Brian Lehrer: Of course, in Trump's case, I think most people believe he has a propensity to try to tamper in that particular way. One of the charges in the case, and he's innocent until proven guilty, but part of the narrative from the special counsel is that Trump was telling people in his orbit at Mar-a-Lago, can't we make some of these documents disappear, and things like that.
Elie Honig: Right.
Brian Lehrer: Before you go, I want to touch on this Philadelphia lawsuit decision in a case of racial bias brought by a white former Starbucks manager after an incident that made the news, some of the listeners might remember this, in which some Black people in the store were apparently singled out on the basis of race and kicked out of the Starbucks. They later fired this particular manager who was not involved in the incident. She says she was fired because she was white. The jury agreed to the tune of a $25 million damage award, most of it for what they call punitive damages. Her allegation is that they fired her basically as part of trying to make amends to the Black community.
What did the plaintiff have to prove to show that Starbucks fired her because she was white?
Elie Honig: This is such an interesting case. She was sort of a regional manager in charge of several states' worth of stores. She claimed that she was discriminated against, that the reason she was fired was because of her race. Her claim here was that she was essentially a sacrificial lamb who was dispatched in order to appease the masses, and they singled her out because of her race, while they chose not to fire-- For example, the person who managed the actual store where this incident happened in Philly, I believe, was African American and he was not fired, was part of her argument. Yet, the person several levels up the corporate ladder was fired.
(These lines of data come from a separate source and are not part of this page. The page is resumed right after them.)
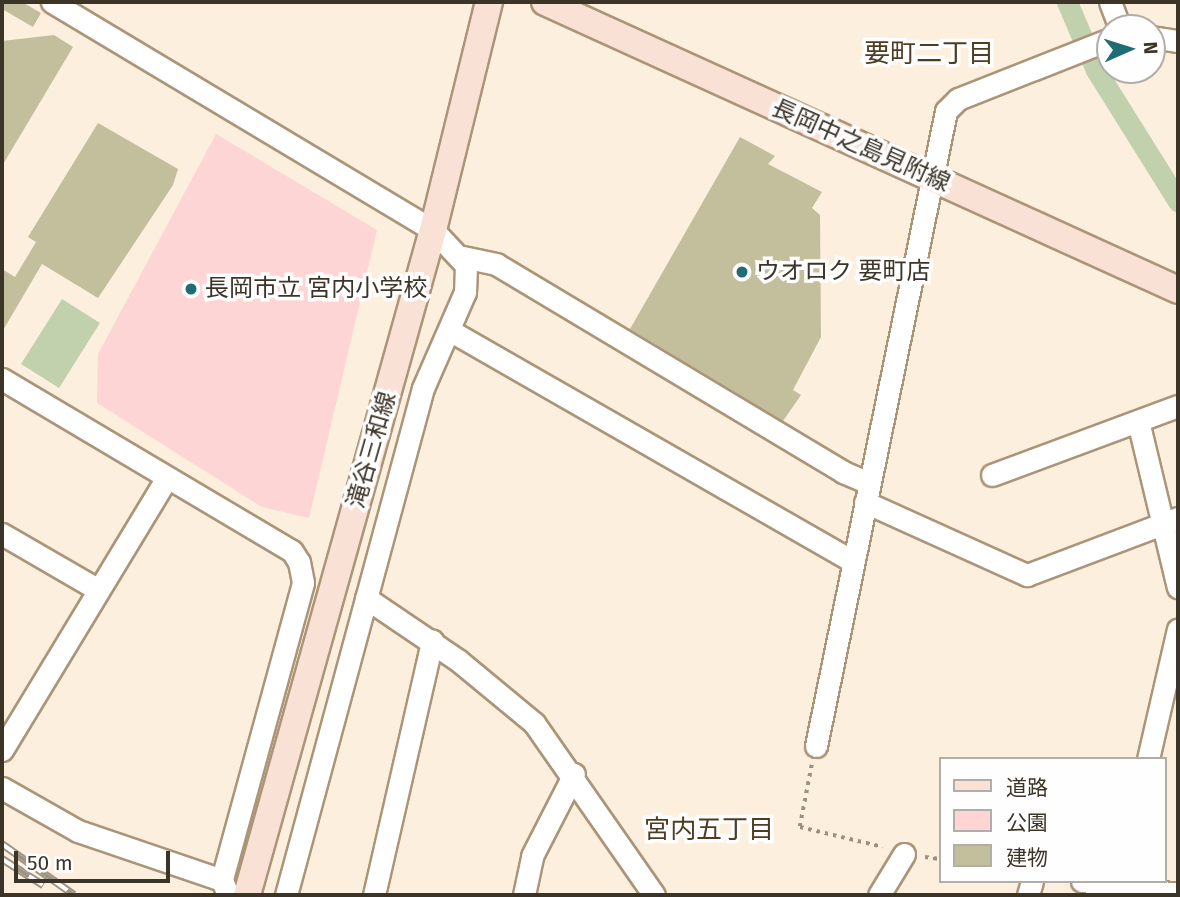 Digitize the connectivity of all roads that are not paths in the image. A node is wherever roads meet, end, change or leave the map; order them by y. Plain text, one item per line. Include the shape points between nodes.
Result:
1 (52, 2) edge
2 (489, 2) edge
3 (545, 2) edge
4 (1096, 43) edge
5 (932, 178) junction
6 (433, 230) junction
7 (463, 257) junction
8 (1178, 290) edge
9 (449, 330) junction
10 (2, 379) edge
11 (1178, 406) edge
12 (1138, 421) junction
13 (992, 475) dead end
14 (167, 478) junction
15 (866, 492) junction
16 (1171, 521) edge
17 (2, 534) edge
18 (851, 560) junction
19 (1178, 587) edge
20 (97, 589) junction
21 (366, 598) junction
22 (1178, 629) edge
23 (432, 641) junction
24 (816, 747) road end
25 (2, 750) edge
26 (1148, 757) edge
27 (574, 774) junction
28 (2, 788) edge
29 (904, 854) road end
30 (1094, 883) edge
31 (225, 888) edge
32 (1128, 889) edge
33 (1178, 894) edge
34 (247, 895) edge
35 (286, 895) edge
36 (374, 895) edge
37 (524, 895) edge
38 (654, 895) edge
39 (879, 895) edge

1 - 6 street
2 - 6 main road, 滝谷三和線
3 - 5 main road, 長岡中之島見附線
4 - 5 street via 958,99 946,111
5 - 8 main road, 長岡中之島見附線
5 - 15 street
6 - 7 street
6 - 34 main road, 滝谷三和線
7 - 9 street via 466,284
7 - 15 street via 496,264 842,472
9 - 18 street
9 - 21 street via 423,388
10 - 14 street
11 - 12 street
12 - 13 street
12 - 16 street
14 - 20 street
14 - 31 street via 292,551 303,583
15 - 16 street via 1027,575
15 - 18 street
16 - 19 street
17 - 20 street
18 - 24 street
20 - 25 street
21 - 23 street
21 - 35 street
22 - 26 street
23 - 27 street via 534,723
23 - 36 street
27 - 37 street via 532,856
27 - 38 street
28 - 31 street via 78,831
29 - 39 street
30 - 32 street
32 - 33 street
Starbucks tried to defend itself in vague terms. They said something like, she didn't show an appropriate awareness of the situation in the response, and the jury rejected that. The jury ruled in favor of this woman. They awarded her $600,000 in compensatory damages, meaning for lost financial opportunities or lost dollar amounts, and then $25 million punitive on top of that. Now that number could and quite likely will get reduced on appeal. To have a punitive damages award that's 40-ish times the amount of the compensatory damages award is going to be tough to uphold, but the jury was convinced here.
Looking at Starbucks' answer for why they fired her, it's kind of mush-mouth. It's kind of wishy-washy. It's not specific. It's not as if they said, we fired her because she was harassing her employees. We fired her because she was habitually late. They just said she didn't reflect the sufficient awareness of the blah, blah, blah. I'm not convinced, as you can hear in my voice, and the jury was not convinced.
Brian Lehrer: Yes. $600,000 for lost wages. How much does a Starbucks manager-- Well, never mind. Let's assume that's okay. Who gets the $25 million if that stands?
Elie Honig: She does. The plaintiff does.
Brian Lehrer: Oh, she does?
Elie Honig: Yes, that's how it works.
Brian Lehrer: And there we leave it with Elie Honig, Senior Legal Analyst at CNN, former prosecutor for the state of New Jersey and the federal government, and author of the book that came out this year called Untouchable: How Powerful People Get Away with It. Elie, thank you so much for all this time and analysis. We always appreciate when you come on.
Elie Honig: Thanks for having me, Brian. Appreciate it.